Kafka is being used for a variety of tasks. First, it can be utilized for reliable data exchange between different components. It can also partition messaging workloads. This occurs as application requirements become different. Kafka allows for real-time streaming for data processing. The message system also allows support for data/message replay. Apache Kafka, through its many components and uses (Kafka connect, Kafka stream), is a message center platform that brings many benefits to companies.
Netflix
One of the leading streaming video companies in the world uses Kafka. Netflix utilizes Kafka streams to help it in its video streaming practices. To successfully accomplish getting this service out to its many subscribers, Netflix uses something called the Keystone Data Pipeline. In the year 2016, this pipeline was helping to process 500 billion data-focused events per day. Some of these activities included error logs, user-viewing activities, UI activities, and troubleshooting events.

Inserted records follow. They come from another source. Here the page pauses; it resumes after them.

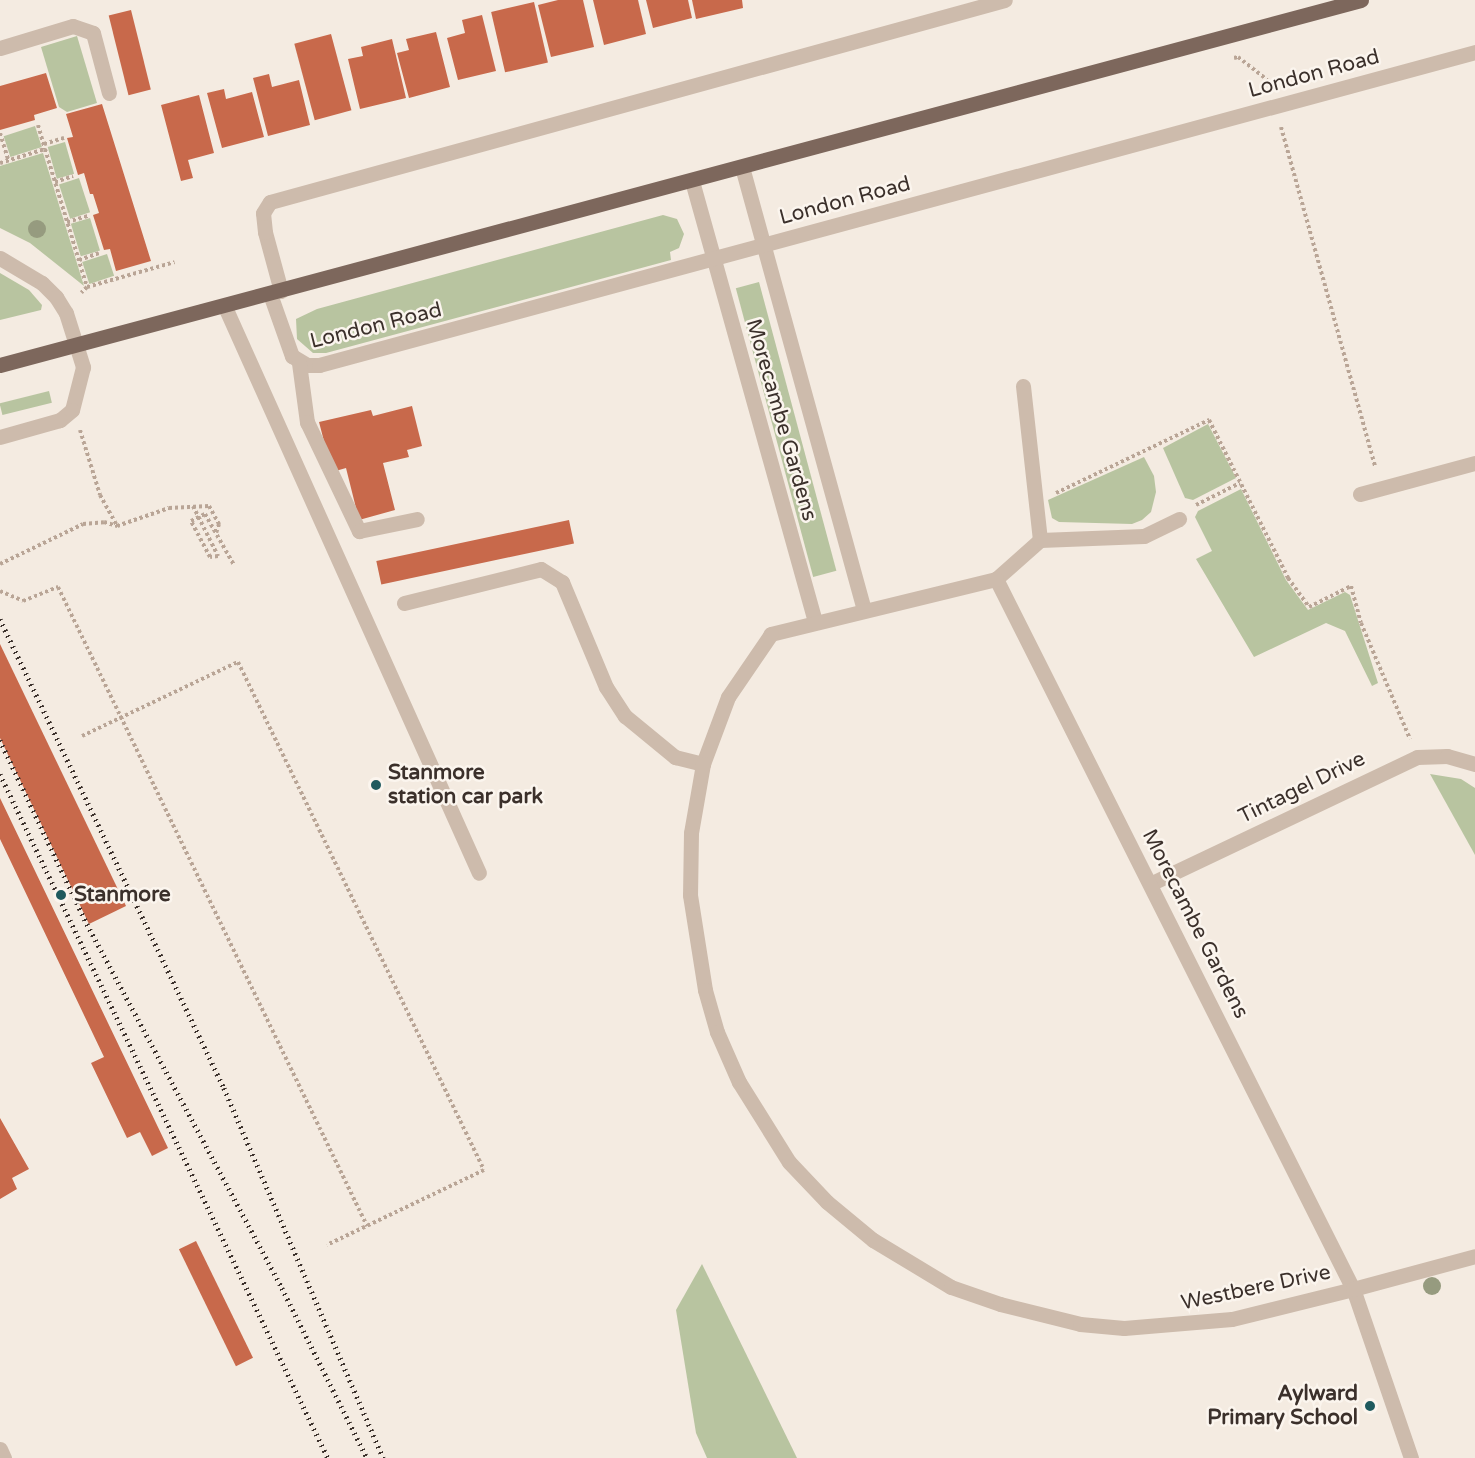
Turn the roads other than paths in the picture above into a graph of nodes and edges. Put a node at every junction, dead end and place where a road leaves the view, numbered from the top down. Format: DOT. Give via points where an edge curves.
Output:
graph roads {
  1 [pos="1004,0"];
  2 [pos="1362,0"];
  3 [pos="0,48"];
  4 [pos="1475,52"];
  5 [pos="109,93"];
  6 [pos="742,167"];
  7 [pos="692,181"];
  8 [pos="764,244"];
  9 [pos="0,258"];
  10 [pos="713,258"];
  11 [pos="275,292"];
  12 [pos="225,307"];
  13 [pos="77,344"];
  14 [pos="299,363"];
  15 [pos="0,365"];
  16 [pos="1023,386"];
  17 [pos="0,437"];
  18 [pos="1475,463"];
  19 [pos="1360,494"];
  20 [pos="417,519"];
  21 [pos="1179,519"];
  22 [pos="1040,540"];
  23 [pos="996,579"];
  24 [pos="404,603"];
  25 [pos="864,609"];
  26 [pos="815,622"];
  27 [pos="703,764"];
  28 [pos="1475,764"];
  29 [pos="479,873"];
  30 [pos="1152,883"];
  31 [pos="1475,1256"];
  32 [pos="1353,1289"];
  33 [pos="0,1449"];
  34 [pos="4,1458"];
  35 [pos="1411,1458"];
  1 -- 11 [label="street, London Road" via="270,201 263,213"];
  2 -- 6 [label="main road"];
  3 -- 5 [label="street" via="73,26 93,33"];
  4 -- 8 [label="street, London Road"];
  6 -- 7 [label="main road"];
  6 -- 8 [label="street, Morecambe Gardens"];
  7 -- 10 [label="street, Morecambe Gardens"];
  7 -- 11 [label="main road"];
  8 -- 10 [label="street, London Road"];
  8 -- 25 [label="street, Morecambe Gardens"];
  9 -- 13 [label="street" via="56,297"];
  10 -- 14 [label="street, London Road" via="319,365"];
  10 -- 26 [label="street, Morecambe Gardens"];
  11 -- 12 [label="main road"];
  11 -- 14 [label="street, London Road" via="286,346"];
  12 -- 13 [label="main road"];
  12 -- 29 [label="street"];
  13 -- 15 [label="main road"];
  13 -- 17 [label="street" via="83,367 72,410 60,420"];
  14 -- 20 [label="street" via="307,422 359,531"];
  16 -- 22 [label="street"];
  18 -- 19 [label="street"];
  21 -- 22 [label="street" via="1144,536"];
  22 -- 23 [label="street"];
  23 -- 25 [label="street"];
  23 -- 30 [label="street, Morecambe Gardens"];
  24 -- 27 [label="street" via="541,569 562,582 606,687 625,716 675,757"];
  25 -- 26 [label="street"];
  26 -- 27 [label="street, Westbere Drive" via="771,634 728,697"];
  27 -- 32 [label="street, Westbere Drive" via="691,832 690,895 698,956 717,1032 739,1082 789,1162 873,1240 951,1287 1080,1324 1179,1327 1232,1320"];
  28 -- 30 [label="street, Tintagel Drive" via="1447,756 1417,757"];
  30 -- 32 [label="street, Morecambe Gardens"];
  31 -- 32 [label="street, Westbere Drive"];
  32 -- 35 [label="street, Morecambe Gardens"];
  33 -- 34 [label="street"];
}
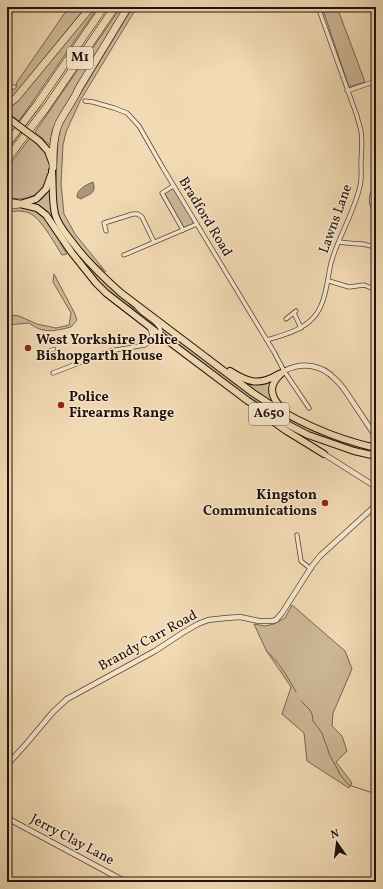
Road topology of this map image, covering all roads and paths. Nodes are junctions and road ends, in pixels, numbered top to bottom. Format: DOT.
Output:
graph roads {
  1 [pos="91,7"];
  2 [pos="104,7"];
  3 [pos="115,7"];
  4 [pos="128,7"];
  5 [pos="318,7"];
  6 [pos="376,81"];
  7 [pos="7,86"];
  8 [pos="14,86"];
  9 [pos="347,91"];
  10 [pos="84,101"];
  11 [pos="7,106"];
  12 [pos="8,118"];
  13 [pos="7,144"];
  14 [pos="7,159"];
  15 [pos="52,169"];
  16 [pos="376,184"];
  17 [pos="173,186"];
  18 [pos="7,201"];
  19 [pos="20,204"];
  20 [pos="7,206"];
  21 [pos="376,210"];
  22 [pos="197,224"];
  23 [pos="183,230"];
  24 [pos="106,231"];
  25 [pos="154,242"];
  26 [pos="340,242"];
  27 [pos="376,246"];
  28 [pos="124,255"];
  29 [pos="328,281"];
  30 [pos="376,292"];
  31 [pos="133,302"];
  32 [pos="286,319"];
  33 [pos="149,326"];
  34 [pos="301,328"];
  35 [pos="159,334"];
  36 [pos="267,340"];
  37 [pos="151,341"];
  38 [pos="54,349"];
  39 [pos="41,354"];
  40 [pos="216,365"];
  41 [pos="284,371"];
  42 [pos="53,373"];
  43 [pos="248,401"];
  44 [pos="309,408"];
  45 [pos="375,436"];
  46 [pos="356,444"];
  47 [pos="376,448"];
  48 [pos="324,454"];
  49 [pos="376,456"];
  50 [pos="376,488"];
  51 [pos="376,505"];
  52 [pos="297,535"];
  53 [pos="311,569"];
  54 [pos="7,764"];
  55 [pos="7,818"];
  56 [pos="126,882"];
  1 -- 11 [label="highway"];
  2 -- 13 [label="highway, M1"];
  3 -- 14 [label="highway, M1"];
  4 -- 15 [label="highway"];
  5 -- 9 [label="street, Lawns Lane"];
  6 -- 9 [label="street"];
  7 -- 8 [label="street"];
  9 -- 26 [label="street, Lawns Lane"];
  10 -- 17 [label="street, Bradford Road"];
  12 -- 15 [label="highway, A650, bridge"];
  15 -- 19 [label="highway"];
  15 -- 31 [label="highway, A650"];
  16 -- 21 [label="street"];
  17 -- 22 [label="street, Bradford Road"];
  17 -- 23 [label="street"];
  18 -- 19 [label="highway, A650"];
  19 -- 20 [label="highway"];
  19 -- 33 [label="highway, A650"];
  22 -- 23 [label="street"];
  22 -- 36 [label="street, Bradford Road"];
  23 -- 25 [label="street"];
  24 -- 25 [label="street"];
  25 -- 28 [label="street"];
  26 -- 27 [label="street"];
  26 -- 29 [label="street, Lawns Lane"];
  29 -- 30 [label="street"];
  29 -- 34 [label="street, Lawns Lane"];
  31 -- 35 [label="street"];
  31 -- 40 [label="highway, A650"];
  32 -- 34 [label="street"];
  33 -- 35 [label="highway, A650"];
  33 -- 37 [label="street"];
  34 -- 36 [label="street, Lawns Lane"];
  35 -- 37 [label="street"];
  35 -- 43 [label="highway, A650"];
  36 -- 41 [label="street, Bradford Road"];
  37 -- 42 [label="street"];
  38 -- 39 [label="street"];
  40 -- 41 [label="highway"];
  40 -- 46 [label="highway, A650"];
  41 -- 44 [label="street, Bradford Road"];
  41 -- 45 [label="street"];
  41 -- 46 [label="highway"];
  43 -- 48 [label="highway"];
  43 -- 49 [label="highway, A650"];
  46 -- 47 [label="highway, A650"];
  48 -- 50 [label="street"];
  51 -- 53 [label="street, Brandy Carr Road"];
  52 -- 53 [label="street"];
  53 -- 54 [label="street, Brandy Carr Road"];
  55 -- 56 [label="street, Jerry Clay Lane"];
}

This real-time data was focused on providing information from the various geographic regions that Netflix serves. When it comes to the Keystone Pipeline, this is a unified event publishing, collecting, and routing infrastructure for batch and stream processing. Where Kafka comes in is through its clusters, which help the Keystone Pipeline. Their pipeline uses 36 Kafka clusters to process billions of messages that were sent through the Keystone pipeline daily.
When it comes to Netflix, these Kafka clusters are doing a number of things. They are enabling applications to publish or subscribe to data or event streams, and they are storing data records accurately. These Kafka clusters have the ability for real-time, high-volume data processing, and they can receive and process trillions of data records per day. Netflix is but one example of an industry leader using Apache Kafka.
Another industry leader that uses Apache Kafka is LinkedIn. The world’s largest professional network has used Kafka to help it maintain its standard of providing quality service to professionals who tap into their network daily. The system was originally used by LinkedIn to be a stream processing platform. They use over 100 Kafka clusters and approximately 4,000 brokers. Kafka is used by LinkedIn for powering use cases such as activity tracking, message exchanges, and metric gathering.
Kafka is structured to be specifically tailored to operations and scale at LinkedIn. The Kafka ecosystem at LinkedIn includes applications with the Kafka client, REST proxy for serving non-Java clients, and a pipeline completeness audit. Apache Kafka has become instrumental in LinkedIn’s current success in its industry.